The text that is listed about the schoolhouse on the Michigan Register of sites for the Statement of Significance reads:
In size and architectural distinction, the District Number 5 Schoolhouse is far in advance of the typical late nineteenth-century rural Michigan school building. Constructed in 1875, the structure served Mason Township as a school for up to 110 students until 1959. In 1964, the schoolhouse was reopened as the township hall. Since 1972, the former District Number 5 Schoolhouse has accommodated the Mason-Union Branch of the Cass County Library as well as the township hall.

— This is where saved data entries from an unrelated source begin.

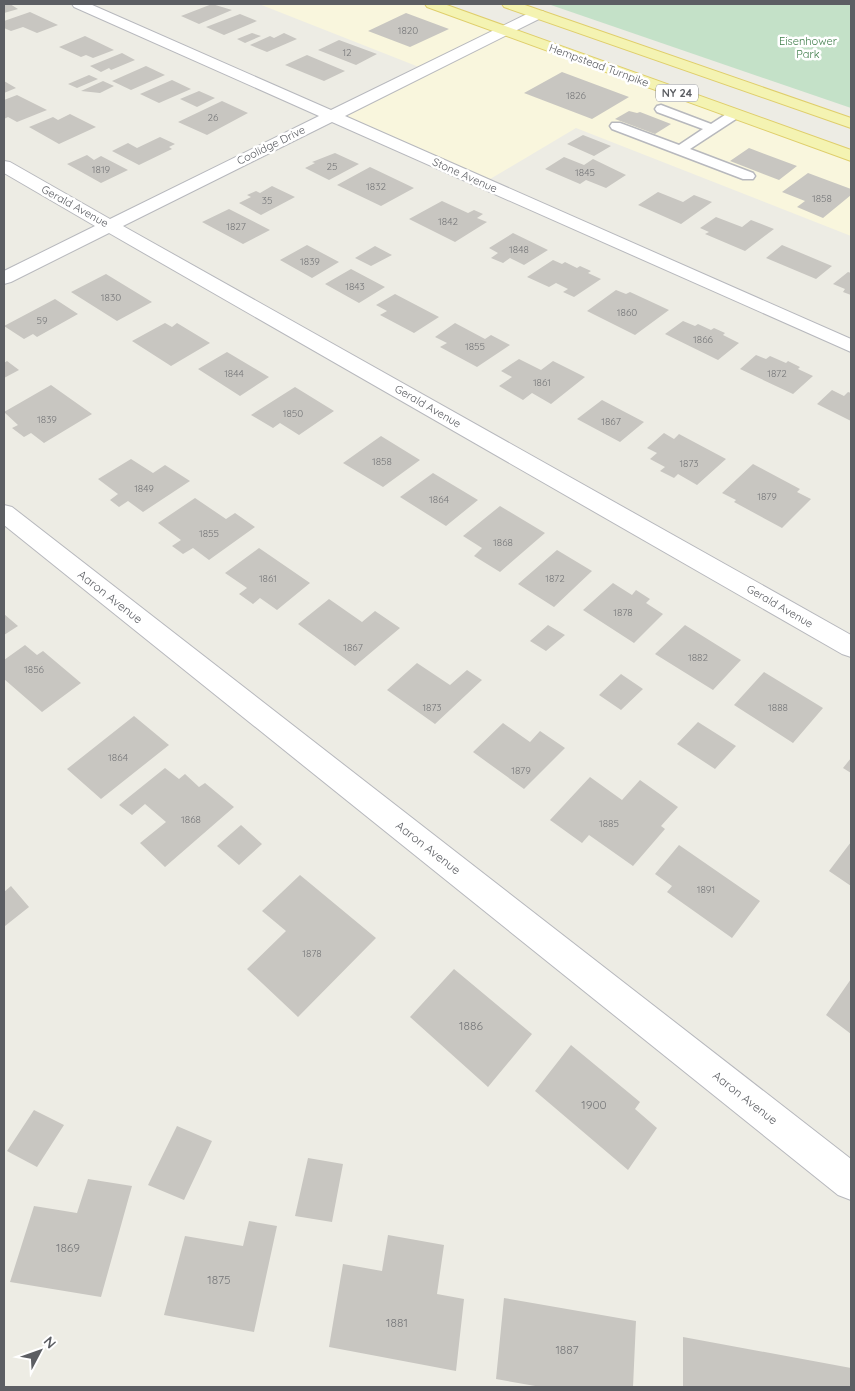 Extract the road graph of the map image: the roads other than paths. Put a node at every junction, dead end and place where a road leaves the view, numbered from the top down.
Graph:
1 (79, 4) edge
2 (432, 4) edge
3 (509, 4) edge
4 (538, 14) junction
5 (504, 30) junction
6 (661, 109) dead end
7 (735, 114) junction
8 (330, 116) junction
9 (851, 123) edge
10 (616, 126) dead end
11 (713, 129) junction
12 (680, 150) junction
13 (851, 156) edge
14 (4, 166) edge
15 (748, 176) dead end
16 (109, 226) junction
17 (4, 278) edge
18 (851, 346) edge
19 (4, 513) edge
20 (851, 647) edge
21 (851, 1182) edge

1 - 8 street, Stone Avenue
2 - 5 main road, Hempstead Turnpike / NY 24
3 - 4 main road, NY 24
4 - 5 street, Coolidge Drive
4 - 9 main road, NY 24
5 - 7 main road, Hempstead Turnpike / NY 24
5 - 8 street, Coolidge Drive
6 - 11 lane
7 - 11 lane
7 - 13 main road, Hempstead Turnpike / NY 24
8 - 16 street, Coolidge Drive
8 - 18 street, Stone Avenue
10 - 12 lane
11 - 12 lane
12 - 15 lane
14 - 16 street, Gerald Avenue
16 - 17 street, Coolidge Drive
16 - 20 street, Gerald Avenue
19 - 21 street, Aaron Avenue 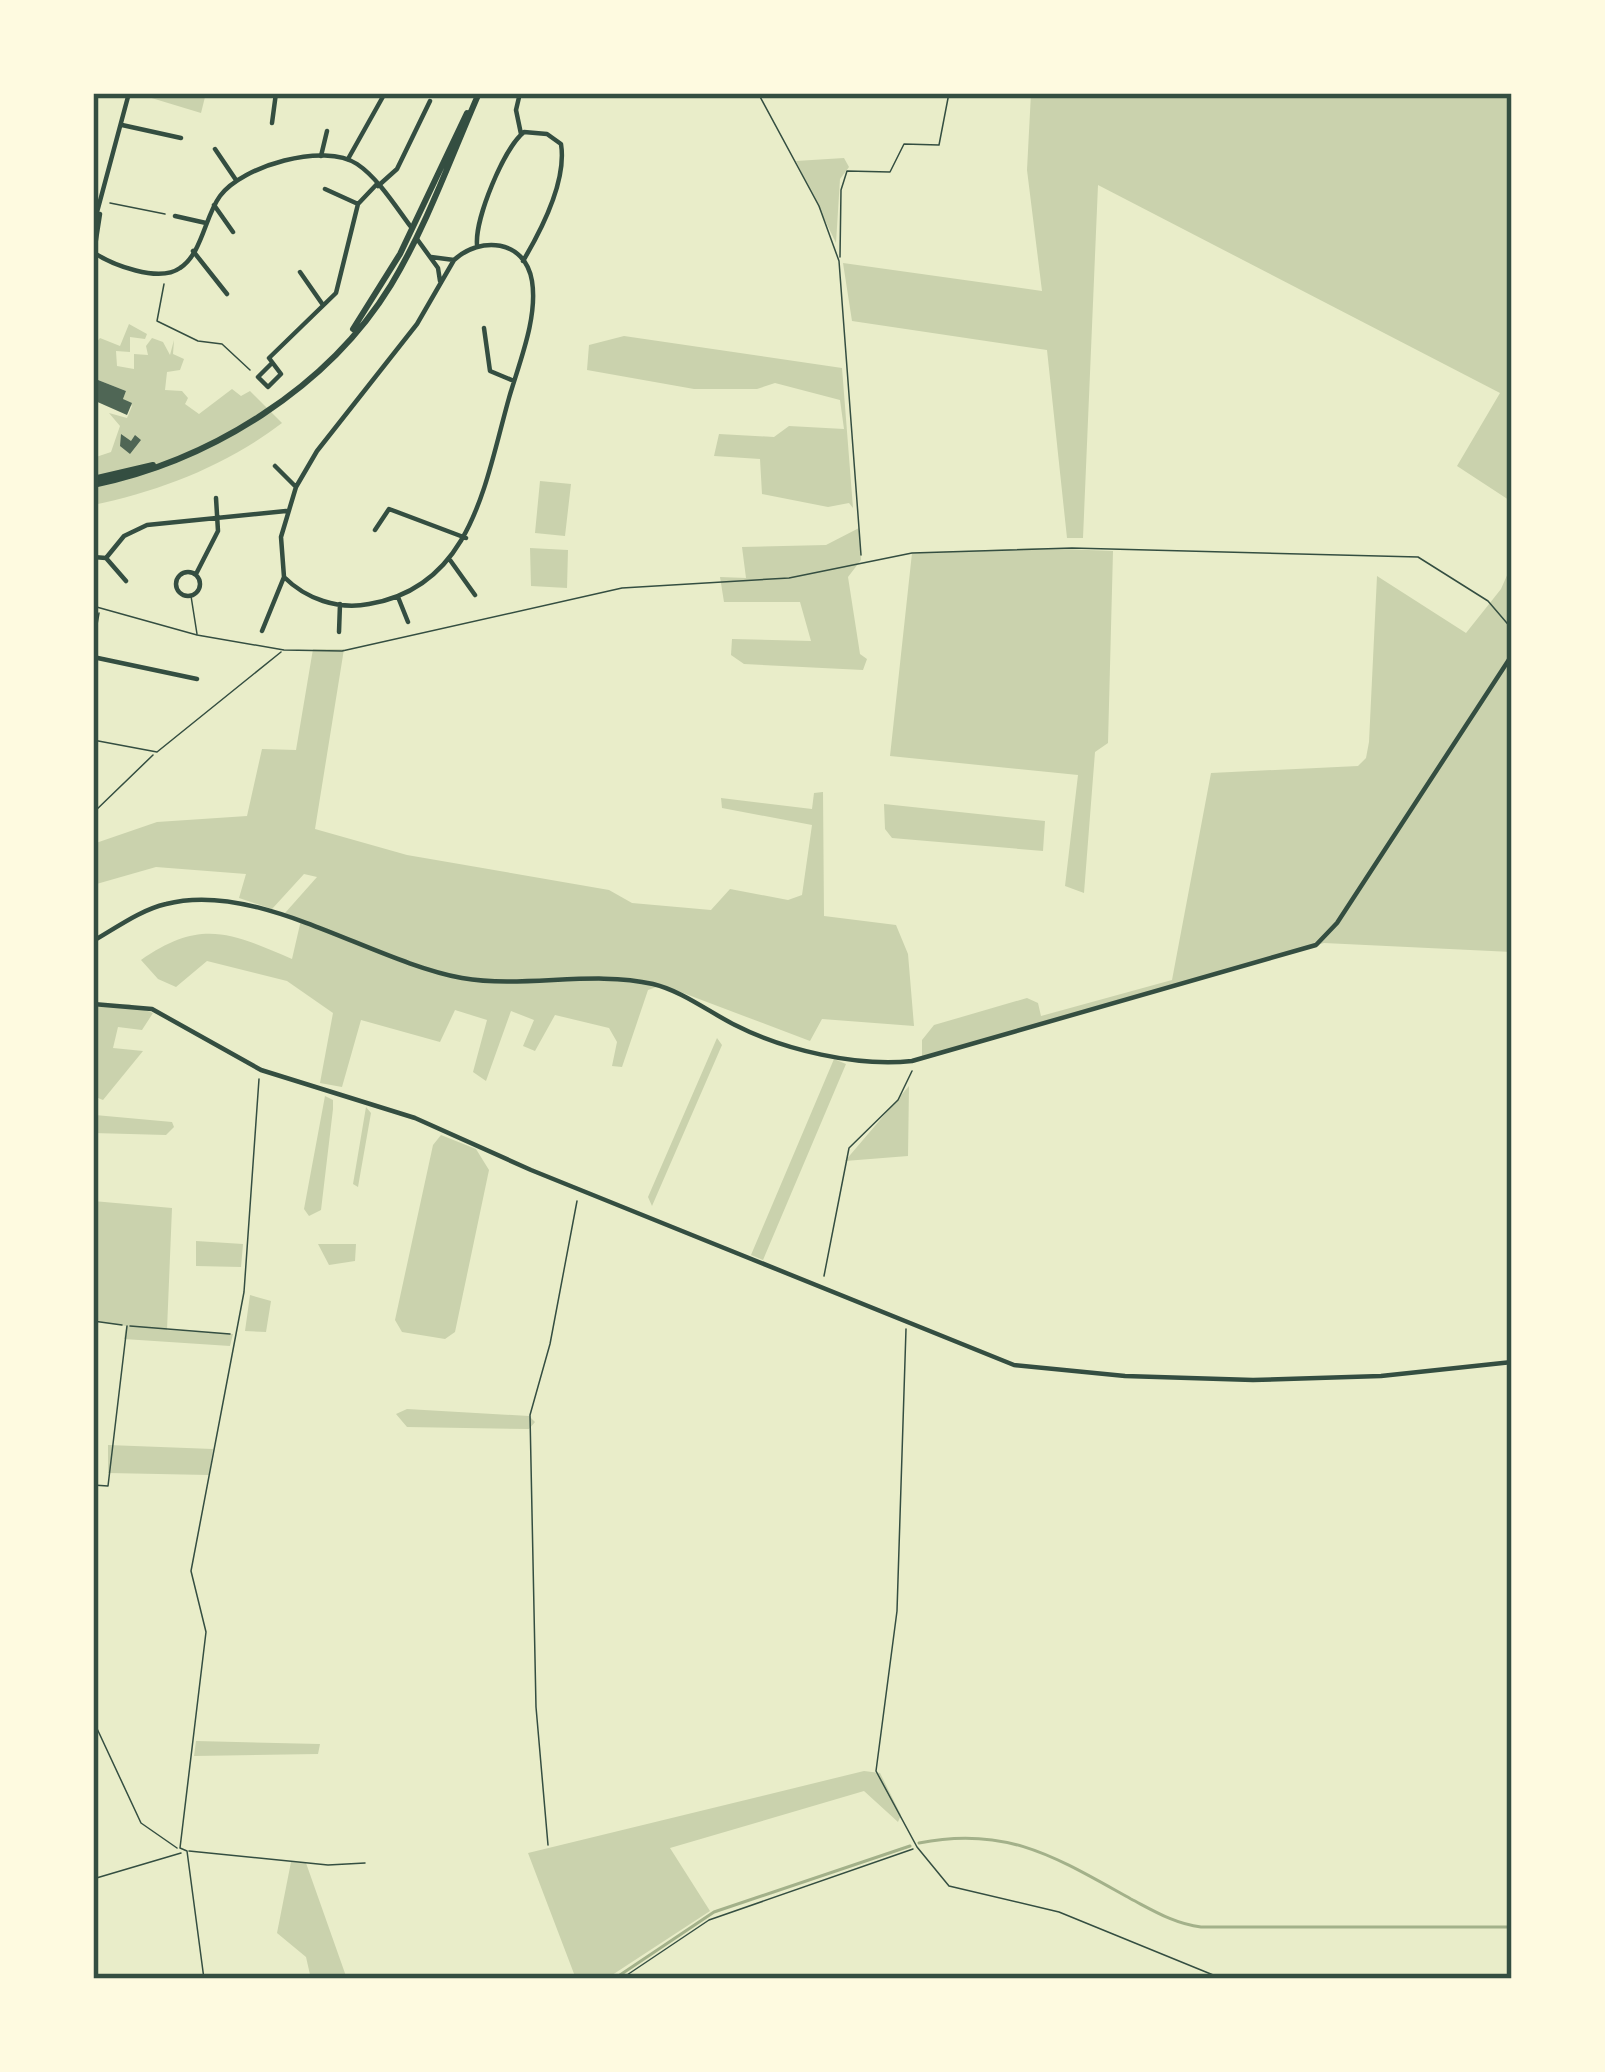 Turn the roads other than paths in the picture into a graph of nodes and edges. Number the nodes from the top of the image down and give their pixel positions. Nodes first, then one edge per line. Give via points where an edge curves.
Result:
1 (129, 93) edge
2 (276, 93) edge
3 (385, 93) edge
4 (478, 93) edge
5 (520, 93) edge
6 (430, 100) dead end
7 (272, 123) dead end
8 (122, 125) junction
9 (327, 131) dead end
10 (521, 134) junction
11 (182, 138) dead end
12 (215, 149) dead end
13 (321, 156) junction
14 (348, 159) junction
15 (236, 180) junction
16 (377, 185) junction
17 (325, 189) dead end
18 (358, 204) junction
19 (214, 205) junction
20 (96, 213) edge
21 (175, 216) road end
22 (206, 223) junction
23 (93, 227) edge
24 (233, 232) dead end
25 (414, 233) junction
26 (476, 244) junction
27 (194, 251) junction
28 (95, 256) edge
29 (524, 261) junction
30 (441, 266) junction
31 (300, 272) dead end
32 (227, 294) dead end
33 (323, 305) junction
34 (484, 328) dead end
35 (337, 350) junction
36 (271, 364) junction
37 (514, 381) junction
38 (186, 455) junction
39 (275, 466) dead end
40 (93, 480) edge
41 (296, 488) junction
42 (216, 499) dead end
43 (286, 512) junction
44 (219, 520) junction
45 (375, 530) dead end
46 (466, 538) junction
47 (93, 557) edge
48 (106, 558) junction
49 (450, 560) junction
50 (196, 574) junction
51 (284, 578) junction
52 (126, 581) dead end
53 (475, 595) dead end
54 (398, 597) junction
55 (340, 604) junction
56 (408, 622) dead end
57 (262, 631) dead end
58 (339, 632) dead end
59 (1512, 655) edge
60 (93, 657) edge
61 (197, 679) dead end
62 (93, 941) edge
63 (93, 1004) edge
64 (1512, 1362) edge

1 - 8 street
2 - 7 street
3 - 14 street
4 - 25 main road
5 - 10 street
6 - 16 street via 397,170
8 - 11 street
8 - 20 street
9 - 13 street
10 - 26 street via 482,203
10 - 29 street via 547,134 563,149
12 - 15 street
13 - 14 street
13 - 15 street
14 - 16 street
15 - 19 street
16 - 18 street
16 - 25 street
17 - 18 street
18 - 33 street via 339,286
19 - 22 street
19 - 24 street
20 - 23 street
20 - 28 street
21 - 22 street
22 - 27 street
25 - 30 street
25 - 35 main road
25 - 35 main road via 389,288
26 - 29 street via 505,247
26 - 30 street
27 - 28 street via 182,268 162,274
27 - 32 street
29 - 37 street via 532,292
30 - 41 street via 417,324
31 - 33 street
33 - 36 street
34 - 37 street via 490,371
35 - 38 main road via 270,409
36 - 36 street via 281,374 268,387 258,377
37 - 46 street
38 - 40 main road
38 - 40 main road
39 - 41 street
41 - 43 street
42 - 44 street
43 - 44 street
43 - 51 street
44 - 48 street via 138,528
44 - 50 street
45 - 46 street via 389,509
46 - 49 street
47 - 48 street
48 - 52 street
49 - 53 street
49 - 54 street
50 - 50 street via 201,584 191,596 179,592 184,572
51 - 55 street
51 - 57 street
54 - 55 street
54 - 56 street
55 - 58 street
59 - 62 street via 1316,945 913,1061 786,1044 651,984 467,979 418,968 241,904 159,905
60 - 61 street
63 - 64 street via 152,1009 261,1070 380,1104 1014,1364 1297,1380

The marker text that has been placed on the site reads as follows:
DISTRICT SCHOOLHOUSE This late-Victorian schoolhouse was built in 1874-1875. Constructed at a cost of $3,000, it is made of locally manufactured yellow and red brick. The 1882 Cass County History described it as "the best rural schoolhouse in the State." Its two classrooms could accommodate 110 pupils. The school was used until the local district was absorbed into the Constantine School District in 1959. In 1964 the building became the township hall; and in 1972, the Mason Union Branch of the Cass County Library.

==Film==
The building and the bell are highlighted in a documentary called "From Moccasins to Main Street" which was produced by Equity Studios Inc. The documentary is a tour of the Native American Sauk Trail what is now US 12.